* [Your goal] Among the records below, find the lines with the word "Estates" and copy them.

* [Data records]
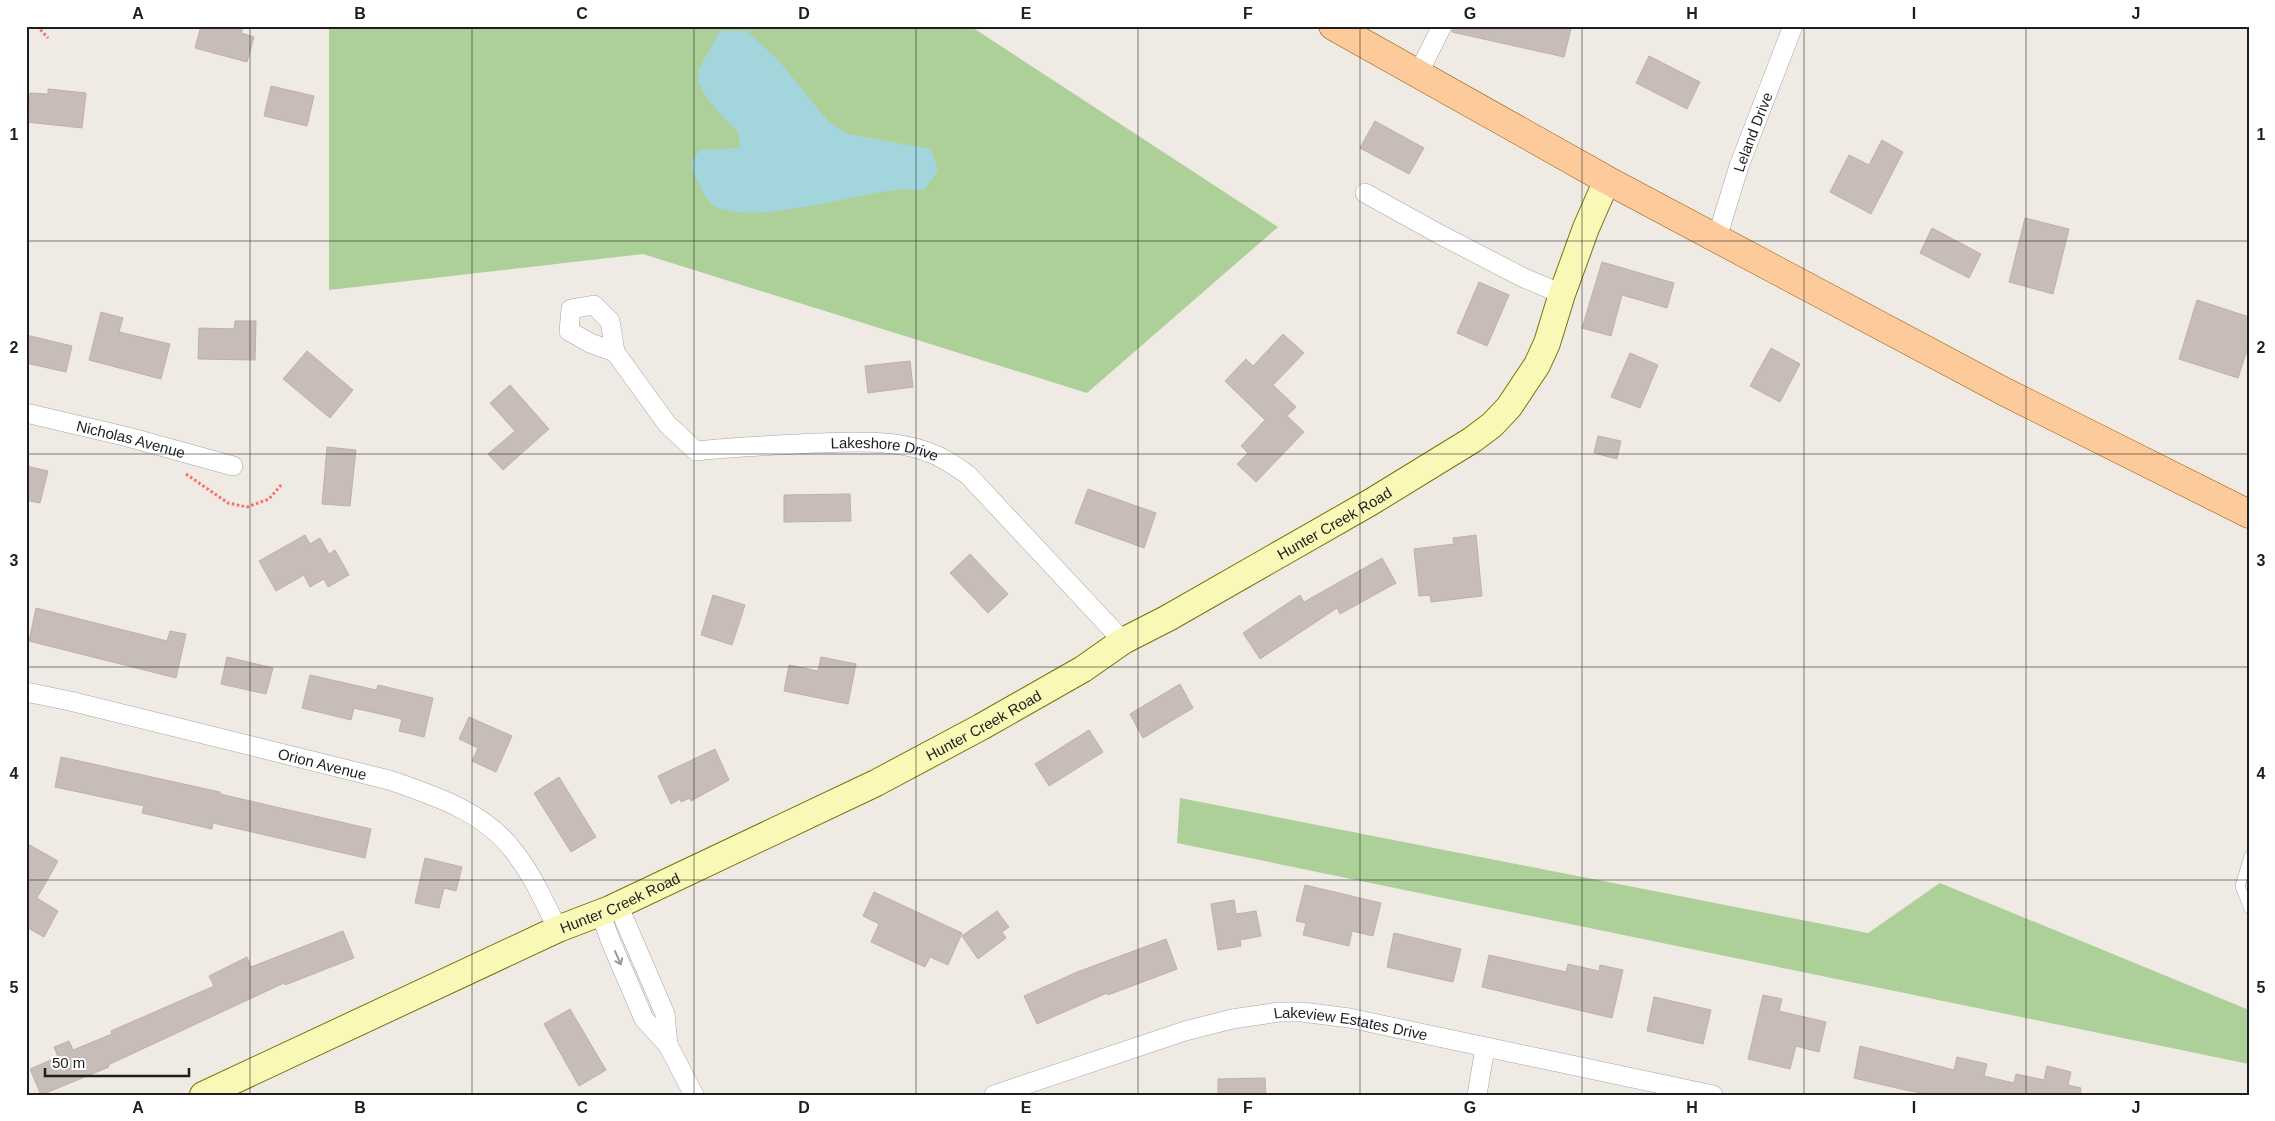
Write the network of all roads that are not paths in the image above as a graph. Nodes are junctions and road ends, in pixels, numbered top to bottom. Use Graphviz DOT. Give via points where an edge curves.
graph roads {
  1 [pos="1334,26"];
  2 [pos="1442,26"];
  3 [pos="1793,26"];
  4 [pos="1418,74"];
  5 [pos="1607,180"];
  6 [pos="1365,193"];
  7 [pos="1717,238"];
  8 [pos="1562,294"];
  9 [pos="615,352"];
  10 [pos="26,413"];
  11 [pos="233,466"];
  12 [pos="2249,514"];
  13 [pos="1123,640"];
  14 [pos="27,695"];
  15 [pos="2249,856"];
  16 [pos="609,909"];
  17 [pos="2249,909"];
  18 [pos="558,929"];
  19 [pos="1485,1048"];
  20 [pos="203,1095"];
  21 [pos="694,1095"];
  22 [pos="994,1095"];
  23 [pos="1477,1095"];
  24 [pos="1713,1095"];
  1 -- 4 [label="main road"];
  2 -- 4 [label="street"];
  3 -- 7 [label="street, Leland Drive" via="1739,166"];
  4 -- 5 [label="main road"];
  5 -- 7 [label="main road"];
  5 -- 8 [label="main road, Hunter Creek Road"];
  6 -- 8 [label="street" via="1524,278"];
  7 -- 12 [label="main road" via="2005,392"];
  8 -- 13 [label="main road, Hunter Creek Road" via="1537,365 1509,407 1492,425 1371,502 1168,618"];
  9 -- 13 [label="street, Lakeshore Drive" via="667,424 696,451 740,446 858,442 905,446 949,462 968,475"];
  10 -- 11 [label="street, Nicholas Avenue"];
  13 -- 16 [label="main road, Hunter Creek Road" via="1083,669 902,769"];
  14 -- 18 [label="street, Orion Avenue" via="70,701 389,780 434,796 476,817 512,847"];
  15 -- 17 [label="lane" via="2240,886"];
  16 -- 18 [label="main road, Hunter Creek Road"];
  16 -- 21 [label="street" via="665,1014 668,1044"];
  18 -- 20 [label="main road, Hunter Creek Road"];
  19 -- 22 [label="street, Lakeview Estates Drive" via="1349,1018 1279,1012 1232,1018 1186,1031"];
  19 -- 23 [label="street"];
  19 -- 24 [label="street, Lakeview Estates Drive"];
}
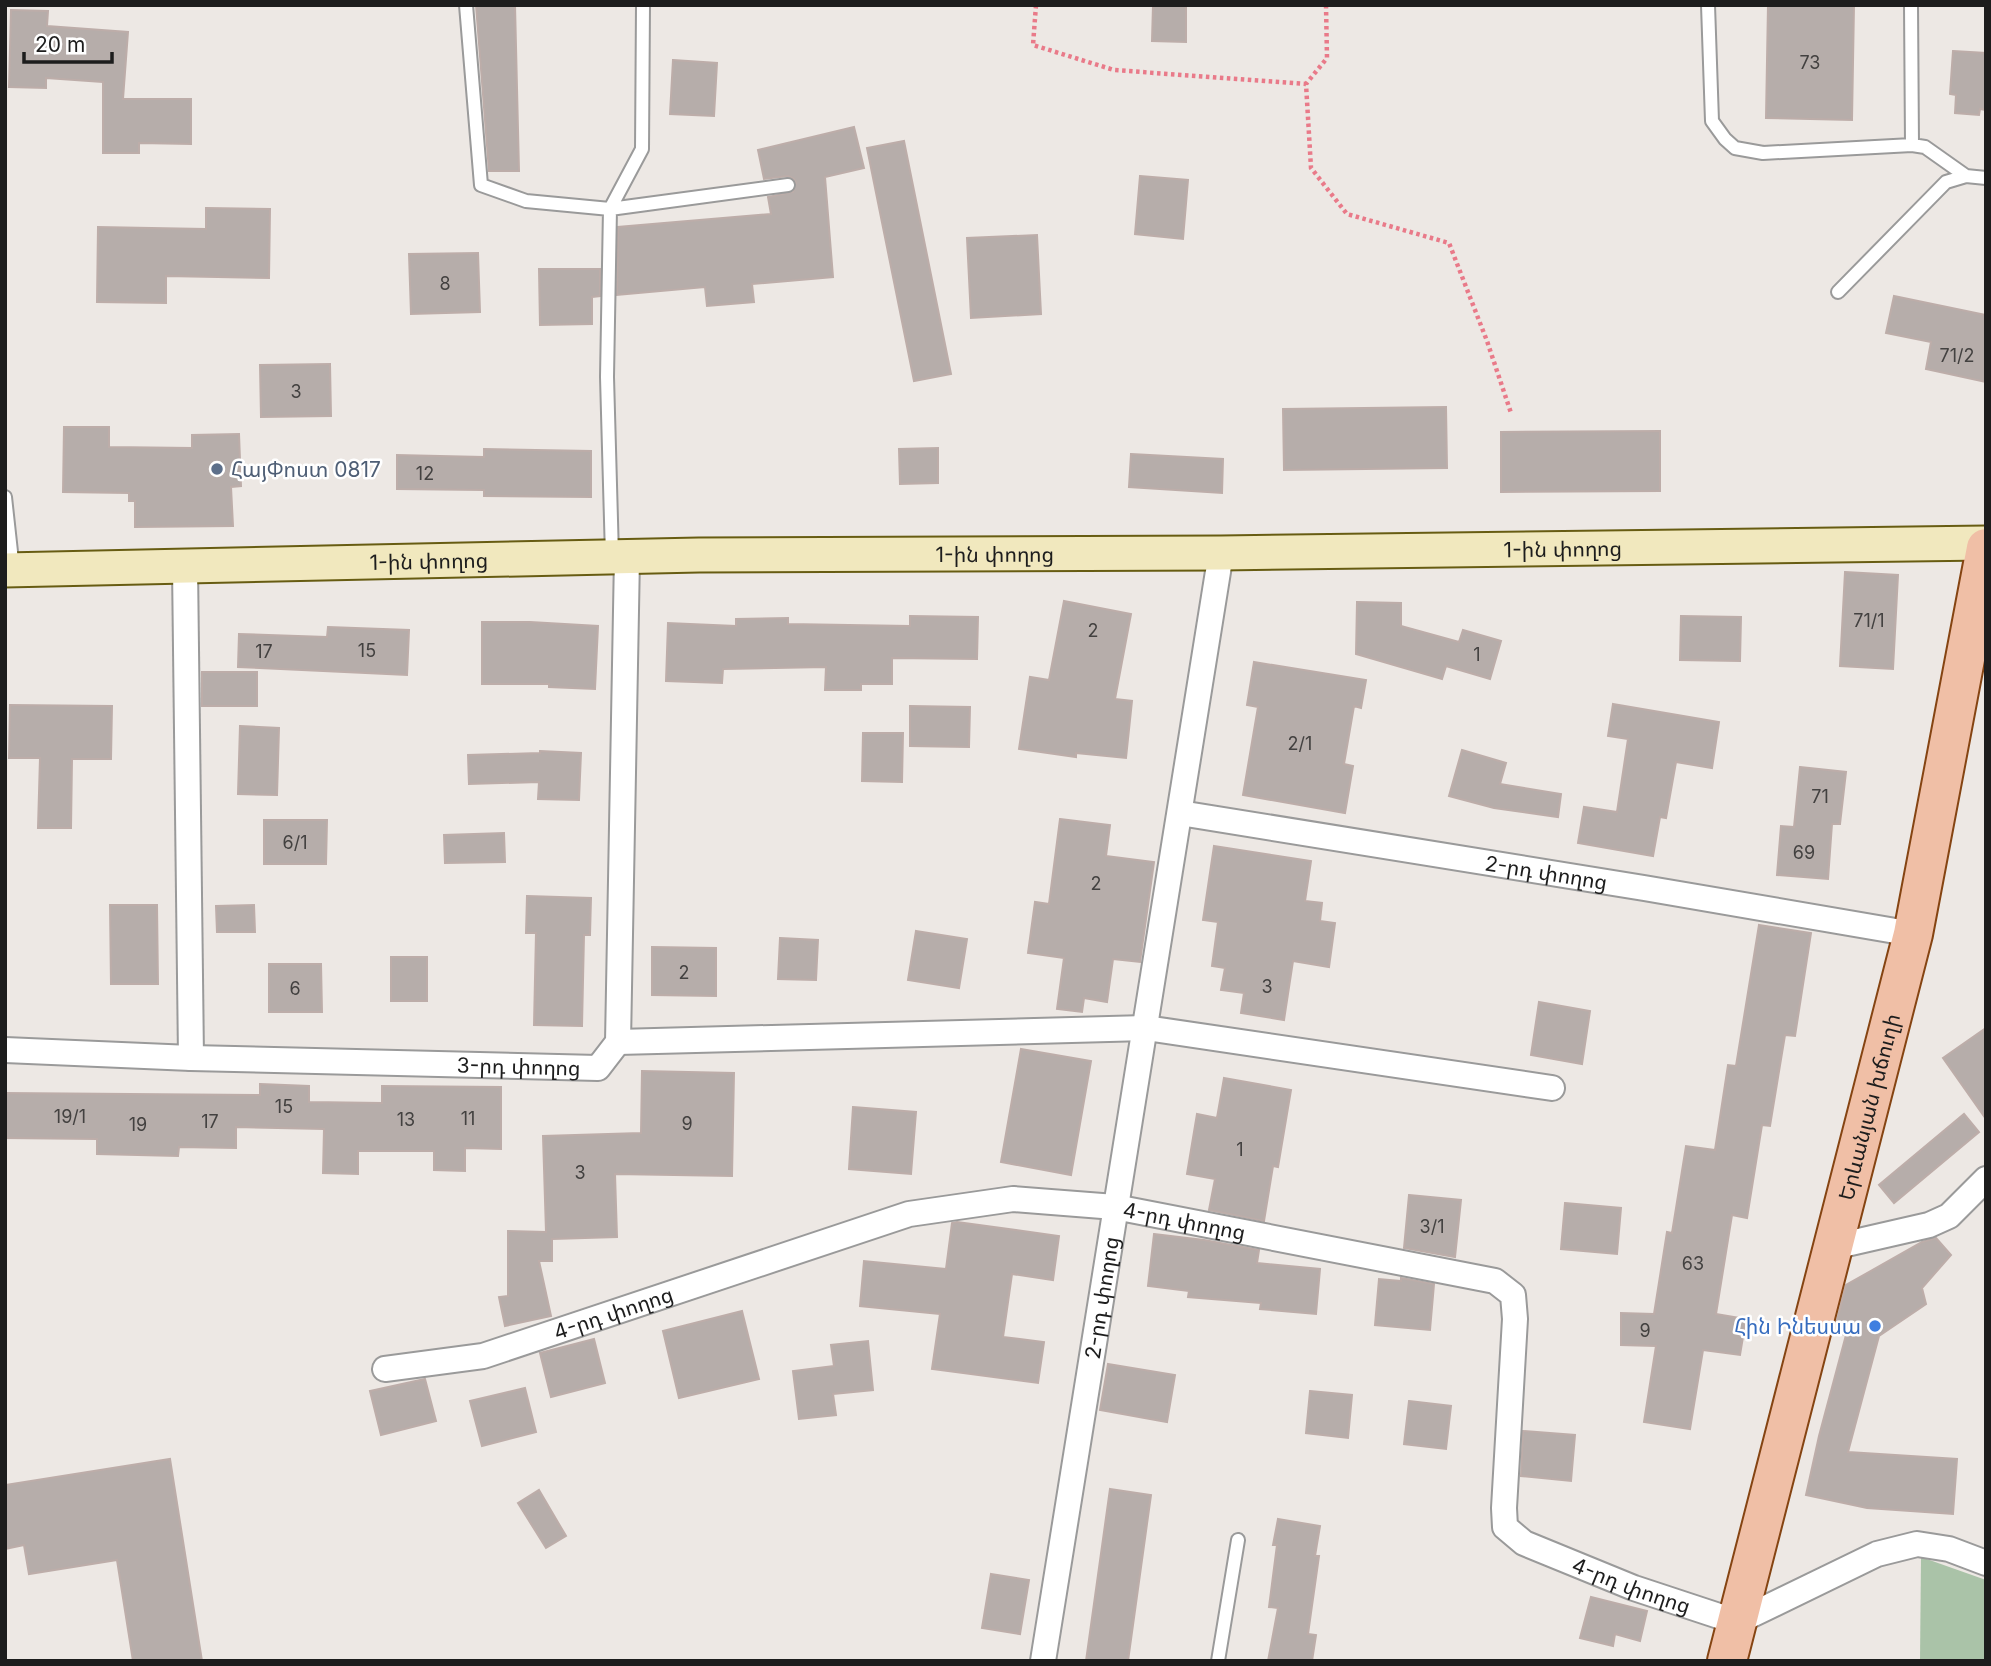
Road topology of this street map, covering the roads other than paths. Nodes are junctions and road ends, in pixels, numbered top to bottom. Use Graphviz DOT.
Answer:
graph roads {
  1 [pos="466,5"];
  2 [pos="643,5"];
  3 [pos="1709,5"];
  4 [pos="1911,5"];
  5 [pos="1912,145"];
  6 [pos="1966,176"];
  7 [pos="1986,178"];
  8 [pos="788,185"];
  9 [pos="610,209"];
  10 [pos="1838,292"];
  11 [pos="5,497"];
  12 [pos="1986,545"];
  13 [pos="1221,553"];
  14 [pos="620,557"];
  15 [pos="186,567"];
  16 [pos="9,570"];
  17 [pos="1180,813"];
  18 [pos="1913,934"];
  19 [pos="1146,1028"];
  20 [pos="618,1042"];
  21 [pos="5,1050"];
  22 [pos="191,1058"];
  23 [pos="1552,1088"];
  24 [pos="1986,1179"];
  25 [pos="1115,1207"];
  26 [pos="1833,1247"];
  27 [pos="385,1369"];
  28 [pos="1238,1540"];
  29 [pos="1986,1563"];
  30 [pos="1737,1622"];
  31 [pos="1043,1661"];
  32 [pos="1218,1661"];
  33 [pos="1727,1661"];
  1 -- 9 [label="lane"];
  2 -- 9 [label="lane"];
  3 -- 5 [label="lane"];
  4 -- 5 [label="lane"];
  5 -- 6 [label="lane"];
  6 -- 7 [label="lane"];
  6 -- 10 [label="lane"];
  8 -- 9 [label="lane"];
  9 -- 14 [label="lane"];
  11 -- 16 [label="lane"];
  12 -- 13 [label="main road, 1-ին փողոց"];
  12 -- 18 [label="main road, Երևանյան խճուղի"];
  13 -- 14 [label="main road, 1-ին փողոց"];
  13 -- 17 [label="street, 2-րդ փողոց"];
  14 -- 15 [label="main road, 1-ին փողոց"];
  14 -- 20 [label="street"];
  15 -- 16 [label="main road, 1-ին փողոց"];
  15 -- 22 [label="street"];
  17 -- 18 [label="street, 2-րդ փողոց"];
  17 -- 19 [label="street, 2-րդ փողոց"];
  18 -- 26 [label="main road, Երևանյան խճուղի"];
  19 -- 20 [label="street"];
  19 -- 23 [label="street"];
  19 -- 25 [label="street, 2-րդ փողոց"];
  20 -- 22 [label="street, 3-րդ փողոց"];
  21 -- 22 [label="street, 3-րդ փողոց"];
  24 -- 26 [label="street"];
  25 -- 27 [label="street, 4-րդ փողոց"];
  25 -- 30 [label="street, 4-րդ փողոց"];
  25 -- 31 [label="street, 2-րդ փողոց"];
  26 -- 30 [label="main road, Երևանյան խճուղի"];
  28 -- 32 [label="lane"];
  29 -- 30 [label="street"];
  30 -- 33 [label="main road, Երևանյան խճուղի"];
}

* [Result of this task]
  19 -- 22 [label="street, Lakeview Estates Drive" via="1349,1018 1279,1012 1232,1018 1186,1031"];
  19 -- 24 [label="street, Lakeview Estates Drive"];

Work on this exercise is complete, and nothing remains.